We all know that choosing the right domain name in the digital age comes with consequences. Your domain is the first step in building digital trust for your brand. Domains can provide a fantastic head start in branding your company with a name that evokes positive, social and viral influence ahead of sales or could work to effectively ‘kill’ your target audience and therefore sales with boredom. But in the past few years, a new trend has emerged, one that says “getting attention”, whether intentionally or subconsciously, is a great way to achieve prominence and get people talking about your brand. Introducing: Semantic Pornography.
For years, most professional marketers and advertisers have lived by the adage that ‘sex sells’. This strategy was and is commonly used when promoting entertainment brands such as Miley Cyrus, Madonna, and Lady Gaga. But these ‘blurred lines’ have crossed into e-commerce and Business-to-Business. What is interesting to note, is that it doesn’t seem to be hurting the brand reputation of those who choose to use this unique technique. Whatever your moral position may be, ‘semantic pornography’ (new term I hope will get hash-tagged) in digital brand naming seems to be effective.
As Marlon Brando, playing a Japanese translator, said in Teahouse of the August Moon, a 1956 American comedy film satirizing the Americanization of the island of Okinawa following the end of World War II, “Pornography (is a) matter of geography.” In other words, what was once considered unacceptable, is now a powerful technique in promoting serious, professional web sites that help infect, promote and get more bang for your advertising buck (had enough puns yet?).
Case Study 1: The Culturally-Blind Semantic Pornographer
Historically, I am not an avid shopper of products sold via spam e-mail, but how can one ignore an invitation to visit a legitimate e-commerce site that sells electronics products at a discount with the name “Bang Good”. No, I am not kidding. Visit the site for yourself. www.BangGood.com is not a pornography site, but a legitimate Chinese-based e-commerce company that either doesn’t care what American shoppers think when they buy technology goods – or maybe they do?

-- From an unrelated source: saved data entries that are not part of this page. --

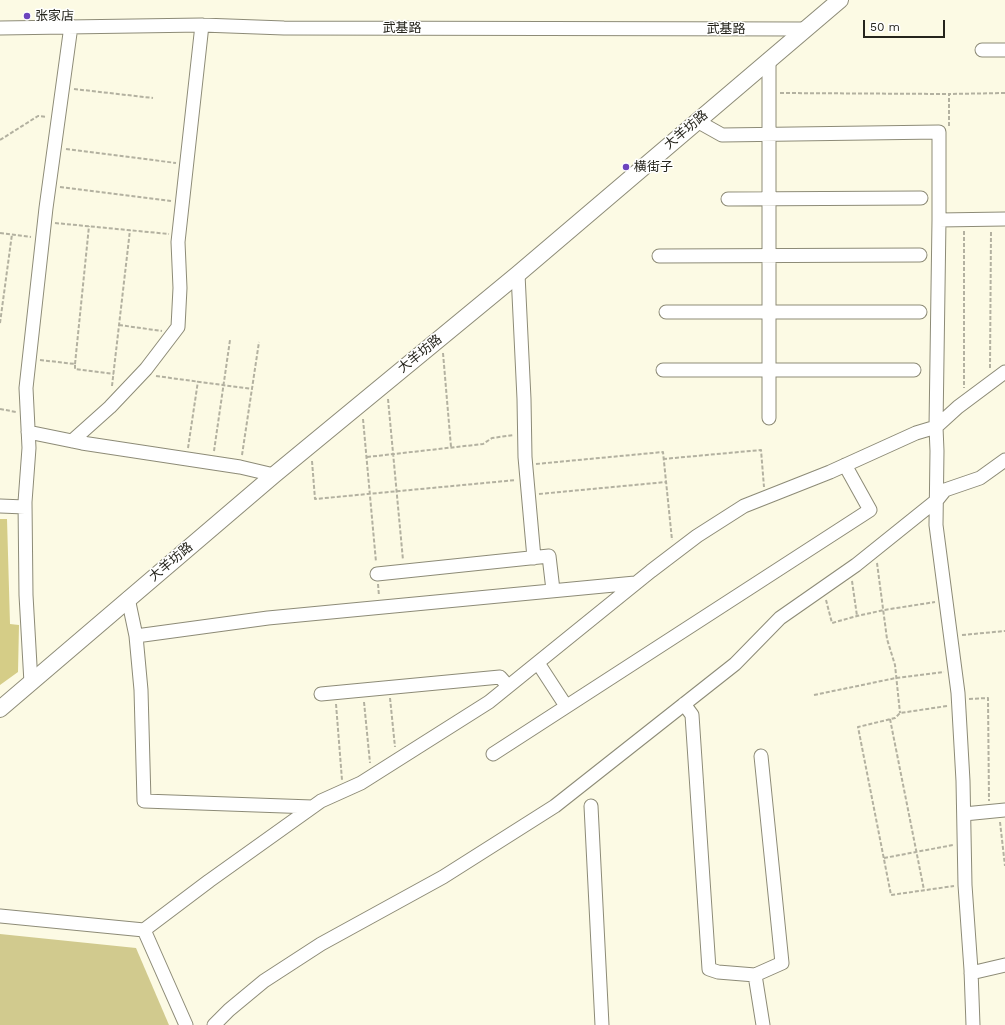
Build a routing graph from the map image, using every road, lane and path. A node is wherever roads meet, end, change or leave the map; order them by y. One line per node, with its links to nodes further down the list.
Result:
1 (840, 0): 5 (main road, 大羊坊路)
2 (202, 25): 3 (street, 武基路); 5 (street, 武基路); 20 (street)
3 (71, 26): 4 (street, 武基路); 9 (street)
4 (0, 28)
5 (805, 29): 8 (main road, 大羊坊路)
6 (982, 50): 7 (street)
7 (1005, 50)
8 (769, 59): 10 (street); 15 (main road, 大羊坊路)
9 (62, 88): 13 (path); 14 (street)
10 (769, 93): 12 (path); 17 (street)
11 (1005, 93): 12 (path)
12 (949, 94): 16 (path)
13 (153, 98)
14 (59, 118): 18 (path); 19 (street)
15 (697, 121): 17 (street); 40 (main road, 大羊坊路)
16 (939, 132): 17 (street); 28 (street)
17 (769, 135): 22 (street)
18 (0, 140)
19 (54, 147): 20 (path); 21 (street)
20 (186, 164): 25 (street)
21 (49, 186): 25 (path); 30 (street)
22 (769, 198): 23 (street); 24 (street); 39 (street)
23 (921, 198)
24 (728, 199)
25 (182, 202): 35 (street)
26 (991, 219): 27 (street); 29 (street); 60 (path)
27 (1005, 219)
28 (940, 220): 29 (street); 69 (street)
29 (964, 220): 65 (path)
30 (44, 222): 31 (path); 36 (street)
31 (90, 226): 32 (path); 51 (path)
32 (130, 230): 35 (path); 45 (path)
33 (0, 233): 34 (path)
34 (12, 234): 36 (path); 44 (path)
35 (179, 235): 46 (street)
36 (42, 238): 50 (street)
37 (920, 255): 39 (street)
38 (659, 256): 39 (street)
39 (769, 256): 42 (street)
40 (518, 274): 47 (main road, 大羊坊路); 71 (street)
41 (666, 312): 42 (street)
42 (769, 312): 43 (street); 53 (street)
43 (920, 312)
44 (0, 323)
45 (119, 325): 46 (path); 56 (path)
46 (174, 332): 57 (street)
47 (442, 336): 59 (main road, 大羊坊路); 74 (path)
48 (230, 340): 61 (path)
49 (259, 342): 63 (path)
50 (29, 359): 51 (path); 67 (street)
51 (75, 364): 56 (path)
52 (663, 370): 53 (street)
53 (769, 370): 54 (street); 68 (street)
54 (914, 370)
55 (1005, 372): 60 (street)
56 (114, 374): 62 (path)
57 (141, 374): 58 (path); 72 (street)
58 (198, 381): 61 (path); 78 (path)
59 (387, 382): 64 (main road, 大羊坊路); 75 (path)
60 (990, 383): 65 (street)
61 (224, 385): 63 (path); 80 (path)
62 (112, 387)
63 (252, 389): 83 (path)
64 (361, 402): 73 (main road, 大羊坊路); 76 (path)
65 (964, 403): 69 (street)
66 (0, 410): 67 (path)
67 (27, 414): 70 (street)
68 (769, 418)
69 (936, 427): 82 (street); 91 (street)
70 (28, 432): 72 (street); 93 (street)
71 (525, 434): 74 (path); 81 (street)
72 (72, 441): 78 (street)
73 (310, 444): 84 (main road, 大羊坊路); 88 (path)
74 (451, 447): 75 (path)
75 (393, 454): 76 (path); 87 (path)
76 (366, 457): 88 (path)
77 (663, 458): 81 (path); 86 (path); 90 (path)
78 (187, 459): 80 (street)
79 (1005, 460): 91 (street)
80 (212, 463): 83 (street)
81 (526, 465): 85 (street)
82 (845, 465): 90 (street); 123 (street)
83 (240, 467): 84 (street)
84 (274, 475): 103 (main road, 大羊坊路)
85 (527, 479): 87 (path); 89 (street)
86 (666, 482): 89 (path); 95 (path)
87 (397, 491): 88 (path); 98 (path)
88 (370, 494): 99 (path)
89 (528, 495): 96 (street)
90 (765, 498): 95 (street)
91 (937, 500): 94 (street); 104 (street)
92 (0, 506): 93 (street)
93 (25, 507): 114 (street)
94 (875, 550): 97 (street); 106 (path)
95 (674, 554): 100 (street)
96 (534, 558): 98 (street); 102 (street)
97 (850, 570): 101 (street); 107 (path)
98 (404, 571): 99 (street)
99 (377, 574): 105 (path)
100 (636, 583): 102 (street); 111 (street)
101 (823, 588): 107 (path); 122 (street)
102 (553, 590): 105 (street)
103 (128, 598): 109 (street); 114 (main road, 大羊坊路)
104 (946, 600): 106 (path); 110 (street)
105 (380, 608): 109 (street)
106 (884, 610): 107 (path); 113 (path)
107 (858, 616)
108 (1005, 631): 110 (path)
109 (136, 636): 133 (street)
110 (951, 636): 112 (street)
111 (538, 663): 115 (street); 123 (street)
112 (955, 670): 113 (path); 121 (street)
113 (896, 678): 117 (path); 125 (path)
114 (31, 683): 124 (main road, 大羊坊路)
115 (508, 686): 116 (street); 129 (street)
116 (321, 694)
117 (814, 695)
118 (390, 697): 129 (path)
119 (364, 700): 130 (path)
120 (336, 701): 131 (path)
121 (958, 702): 125 (path); 134 (path); 135 (street)
122 (684, 704): 146 (street); 148 (street)
123 (566, 706): 127 (street)
124 (0, 708)
125 (900, 714): 126 (path)
126 (890, 719): 137 (path); 138 (path)
127 (493, 754)
128 (761, 756): 146 (street)
129 (396, 760): 130 (street)
130 (371, 776): 131 (street)
131 (343, 791): 133 (street)
132 (591, 806): 149 (street)
133 (312, 808): 143 (street)
134 (998, 811): 135 (street); 139 (path)
135 (964, 814): 136 (street)
136 (964, 843): 137 (path); 140 (street)
137 (916, 852): 138 (path); 141 (path)
138 (884, 858): 141 (path)
139 (1005, 866)
140 (965, 885): 141 (path); 145 (street)
141 (924, 890)
142 (0, 916): 143 (street)
143 (144, 930): 147 (street)
144 (1005, 965): 145 (street)
145 (971, 974): 151 (street)
146 (755, 975): 150 (street)
147 (186, 1025)
148 (214, 1025)
149 (602, 1025)
150 (763, 1025)
151 (973, 1025)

Case Study 2: The Accidental Semantic Pornographer
Imagine that your company is called Dickson (baby was born this way) and is a leading manufacturer of high-tech data records that measure and record critical temperature, humidity and pressure data. A respected name in its community of influence, did anyone think in the marketing department that it is a good idea to call the domain name ‘DICKS ON DATA’? Behold the power of accidental semantic pornography. It’s certainly getting it on here: http://www.dicksondata.com/
Case Study 3: The Strategic Semantic Pornographer
One of the best domain names in the digital branding world belong to a law firm that strategically and (allegedly) intentionally decided that their digital brand persona matches what some of us would consider outrageously inappropriate. OK, we know there are hundreds of lawyer jokes but would you like your brand to be considered a MOFO? Apparently, the answer is YES if you are the distinguished and successful law firm of Morrison & Foerster of Washington DC. http://www.mofo.com/. Since 1996, according to the site, they have served as a trusted advisor in providing complex transactional law and legal counsel to Fortune 500 companies Why make it hard for people to pronounce your name, which would sound as stodgy as every other law firm? Instead, they just shortened it to “MOFO”. I’m certain their parents are proud. Not to mention, given Washington DC’s insidious culture of politics, one would probably rather hire a MOFO to have your back than a gentler, kinder counsel. But wait, there is more – they even have the MOFO Foundation. http://www.mofo.com/
So, what lessons can we learn from these real and lively domain names?
– Test your digital brand domain name across multiple cultures. In today’s global economy, from New York to Dubai to Frankfurt to Mumbai to Johannesburg, certain brand names may not mean, sound or spell the way you intended.
– Don’t automatically assume that ‘offensive’ is bad for your brand without third party validation. A significant goal of good branding is to evoke emotion and expedite the sales cycle to a transactional behavior. If you are not offending your target audience, but instead are inspiring them, then it’s not a bad thing.
– Master your domain at all times. Understand the intricate connection between your off-line, brick and mortar brand and your online brand. As mobile branding continues to explode, they will become one and the same.